▶ _WHAT THE TASK ASKS_: Please filter the data down to the lines that include the word "Giacomo" and copy them.
***** INPUT RECORDS *****
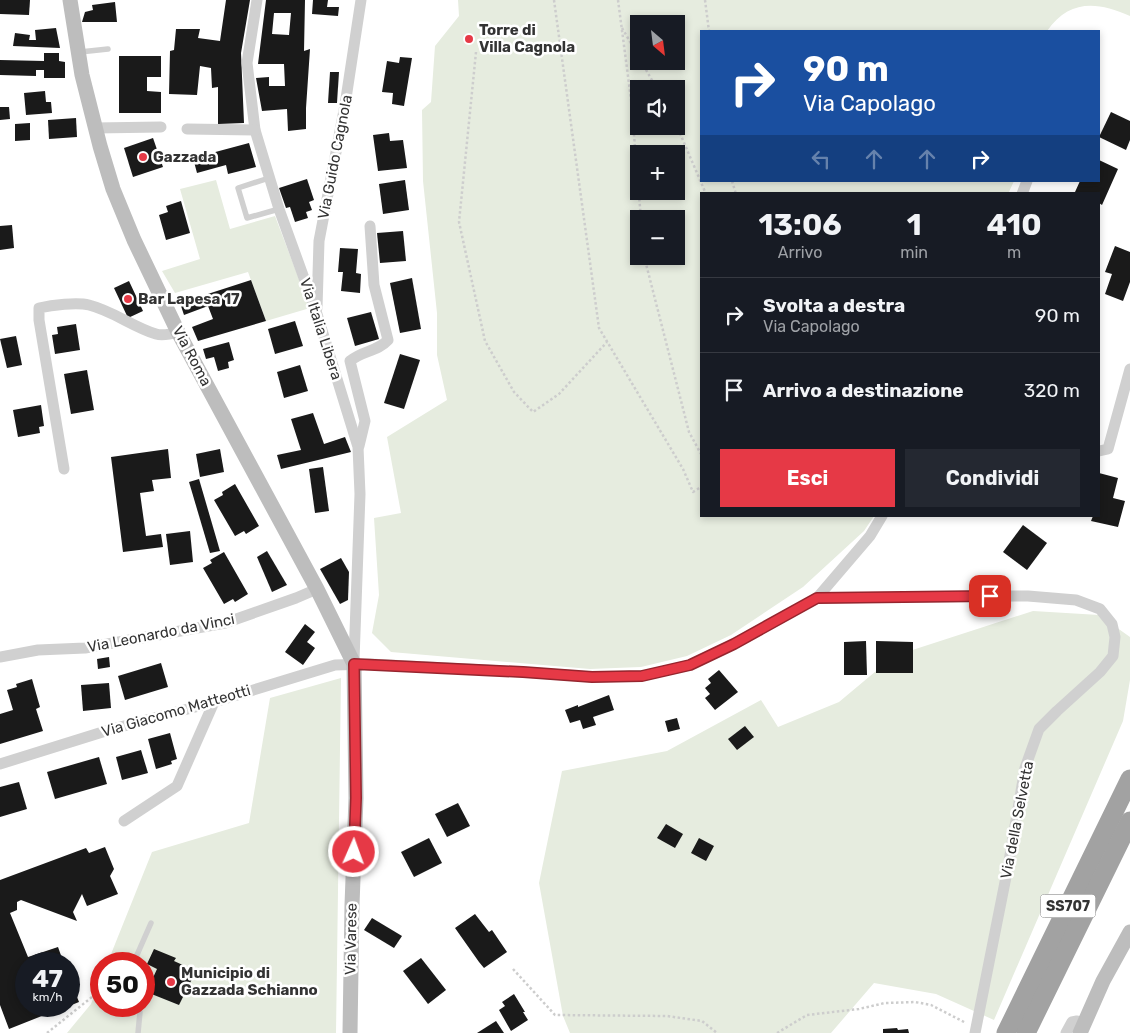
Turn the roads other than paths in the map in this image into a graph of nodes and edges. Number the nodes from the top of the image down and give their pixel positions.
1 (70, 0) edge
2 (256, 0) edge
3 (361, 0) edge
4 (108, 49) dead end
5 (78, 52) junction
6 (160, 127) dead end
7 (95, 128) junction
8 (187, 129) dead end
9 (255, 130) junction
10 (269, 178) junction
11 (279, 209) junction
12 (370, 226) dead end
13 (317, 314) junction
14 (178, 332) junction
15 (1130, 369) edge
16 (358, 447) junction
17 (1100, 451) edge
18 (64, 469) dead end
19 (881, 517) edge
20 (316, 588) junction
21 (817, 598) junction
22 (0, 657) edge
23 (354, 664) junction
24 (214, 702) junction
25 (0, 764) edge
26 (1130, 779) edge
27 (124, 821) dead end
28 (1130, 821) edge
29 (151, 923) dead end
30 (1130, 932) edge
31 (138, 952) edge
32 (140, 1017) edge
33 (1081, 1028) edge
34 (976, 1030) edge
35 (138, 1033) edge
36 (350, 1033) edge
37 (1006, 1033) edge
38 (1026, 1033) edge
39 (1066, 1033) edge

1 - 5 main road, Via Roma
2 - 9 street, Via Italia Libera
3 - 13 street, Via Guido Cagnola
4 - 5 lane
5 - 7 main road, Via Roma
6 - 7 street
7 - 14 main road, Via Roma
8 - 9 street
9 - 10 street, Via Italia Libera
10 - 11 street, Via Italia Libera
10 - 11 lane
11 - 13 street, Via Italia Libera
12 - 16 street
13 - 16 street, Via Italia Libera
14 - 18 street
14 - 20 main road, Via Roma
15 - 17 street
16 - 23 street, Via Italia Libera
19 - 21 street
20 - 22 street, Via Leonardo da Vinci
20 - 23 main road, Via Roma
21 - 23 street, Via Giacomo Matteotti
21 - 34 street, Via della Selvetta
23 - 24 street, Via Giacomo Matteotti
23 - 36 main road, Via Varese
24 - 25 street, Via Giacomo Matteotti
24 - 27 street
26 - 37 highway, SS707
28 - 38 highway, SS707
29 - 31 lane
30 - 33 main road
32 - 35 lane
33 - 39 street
*****
▶ _ANSWER BOX_:
21 - 23 street, Via Giacomo Matteotti
23 - 24 street, Via Giacomo Matteotti
24 - 25 street, Via Giacomo Matteotti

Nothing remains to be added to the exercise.